By the time they reached a literal folk in the road, a chance to choose between two paths, they were already exhausted and worried about running late. And so, they listened to people with excellent financial reasons to lie, unaware of the deception. If they had not been tired, if they had not known how time they needed to make up, they might not have tried the trail that led to the Great Salt Lake desert.
Rarick argues, fairly conclusively, that this choice, more than the weather, was what doomed so many of the Donner Party. The desert is difficult to cross even with modern vehicles; in oxen drawn wagons it's agonizing. The emigrants lost many of their animals and their possessions, and had to waste valuable time heading back to pull things out of the desert – and still ended up abandoning food. And once across, they could not go back.

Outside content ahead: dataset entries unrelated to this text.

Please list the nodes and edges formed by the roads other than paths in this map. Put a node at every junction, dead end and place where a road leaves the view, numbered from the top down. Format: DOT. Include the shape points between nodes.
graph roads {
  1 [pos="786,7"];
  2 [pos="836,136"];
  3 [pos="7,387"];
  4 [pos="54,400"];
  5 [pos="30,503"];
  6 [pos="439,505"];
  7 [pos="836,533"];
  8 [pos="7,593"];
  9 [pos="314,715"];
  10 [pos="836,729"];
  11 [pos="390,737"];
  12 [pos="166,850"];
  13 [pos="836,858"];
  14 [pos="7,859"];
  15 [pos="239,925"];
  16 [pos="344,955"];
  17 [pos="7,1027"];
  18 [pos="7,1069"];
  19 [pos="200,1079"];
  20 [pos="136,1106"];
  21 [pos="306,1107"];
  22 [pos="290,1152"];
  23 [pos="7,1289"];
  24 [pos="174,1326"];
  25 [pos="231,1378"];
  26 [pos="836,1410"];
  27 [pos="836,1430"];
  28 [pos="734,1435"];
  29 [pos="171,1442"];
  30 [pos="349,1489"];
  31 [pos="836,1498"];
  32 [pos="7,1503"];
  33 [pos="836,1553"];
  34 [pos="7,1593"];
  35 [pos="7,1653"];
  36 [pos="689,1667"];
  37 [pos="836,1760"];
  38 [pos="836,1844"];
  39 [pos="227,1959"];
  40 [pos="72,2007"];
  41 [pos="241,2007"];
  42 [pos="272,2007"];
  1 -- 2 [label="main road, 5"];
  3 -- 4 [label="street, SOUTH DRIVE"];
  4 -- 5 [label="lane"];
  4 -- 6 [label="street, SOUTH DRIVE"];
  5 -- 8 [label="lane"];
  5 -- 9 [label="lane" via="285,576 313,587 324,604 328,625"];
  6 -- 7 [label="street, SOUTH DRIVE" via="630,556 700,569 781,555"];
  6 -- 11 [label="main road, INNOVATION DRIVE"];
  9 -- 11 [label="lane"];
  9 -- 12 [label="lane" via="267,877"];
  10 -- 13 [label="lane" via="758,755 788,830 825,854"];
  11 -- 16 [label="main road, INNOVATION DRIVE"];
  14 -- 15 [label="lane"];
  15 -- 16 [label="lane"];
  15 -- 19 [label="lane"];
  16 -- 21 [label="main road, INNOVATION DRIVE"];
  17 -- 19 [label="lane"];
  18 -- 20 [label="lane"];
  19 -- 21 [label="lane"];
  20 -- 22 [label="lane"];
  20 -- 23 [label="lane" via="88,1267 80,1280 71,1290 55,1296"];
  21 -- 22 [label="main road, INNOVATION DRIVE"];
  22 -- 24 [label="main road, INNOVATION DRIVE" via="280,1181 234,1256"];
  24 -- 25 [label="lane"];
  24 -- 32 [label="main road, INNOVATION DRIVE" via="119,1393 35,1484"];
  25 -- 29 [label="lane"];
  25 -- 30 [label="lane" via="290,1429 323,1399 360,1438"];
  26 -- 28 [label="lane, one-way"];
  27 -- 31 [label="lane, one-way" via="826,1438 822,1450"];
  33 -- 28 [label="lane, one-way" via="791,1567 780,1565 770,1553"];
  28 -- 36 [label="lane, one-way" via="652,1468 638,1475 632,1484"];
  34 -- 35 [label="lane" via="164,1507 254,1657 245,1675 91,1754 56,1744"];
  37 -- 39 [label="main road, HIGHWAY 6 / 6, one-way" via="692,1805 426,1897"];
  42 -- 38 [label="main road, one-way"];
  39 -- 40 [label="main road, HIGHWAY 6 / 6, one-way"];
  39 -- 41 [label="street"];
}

This led to the next bad decision, to try to press on to California instead of wintering in the valley of what is now Reno. It wasn't, they argued, that late in the year yet; they would have to slaughter all of their animals if they wintered in what is now Reno; they would be safer wintering in California. And so they pressed on, only to find the snow falling and falling.
Even then, as Rarick notes, had they turned back about 35 miles or so, back to now-Reno, they might well have wintered more or less comfortably. Instead, deciding that they could not turn back, and realizing that most of the group could not continue immediately, they built makeshift cabins in the falling snow. (The Donner families, lingering a few miles behind, barely even had the makeshift cabins.) The snow fell, and fell, covering their animals.
And things got worse.
I couldn't put the book down in the next chapters, as again and again various groups and individuals tried to break away to find help, food, rescue, as they tried to eat boiled ox skins and slowly turned to the horror of eating their dead companions, to the point of murdering two of them (the Native Americans) for that purpose. (This is particularly awful since the two Native Americans had actually arrived to help rescue the party, and although some Native Americans stole some of the Donner group's animals, other Native Americans helped feed and succor the group along the way and were instrumental in saving some of them. The relationships between whites and Native Americans, at least in this book, were not particularly cut and dried.)
Rarick also takes a moment to discuss how the Donner Party story has been told and retold, as a tale of inspiration and heroism, as a cautionary tale, as a tale of laziness and poor choices (this last often for financial reasons by people desperate to get people to head out to California and convince prospective emigrants that really, the trip wasn't that bad and no, most people heading to California did not end up getting eaten.)
But it's not in the end the cannibalism that leaves the greatest impression, but rather the other tragic details: the death of the boy who, offered food again, could not understand that a starving body must eat only limited amounts at first, and killed himself through overeating; the image of a woman who, probably disoriented from her ordeal and near starvation, sent her children off in the care of strangers while she returned to sit by her dying husband, a decision that cost her life, and more. It is grim, it is gripping, and I can't exactly recommend it to anyone, but if you are mesmerized by tales of utter disaster, this is absolutely the book for you.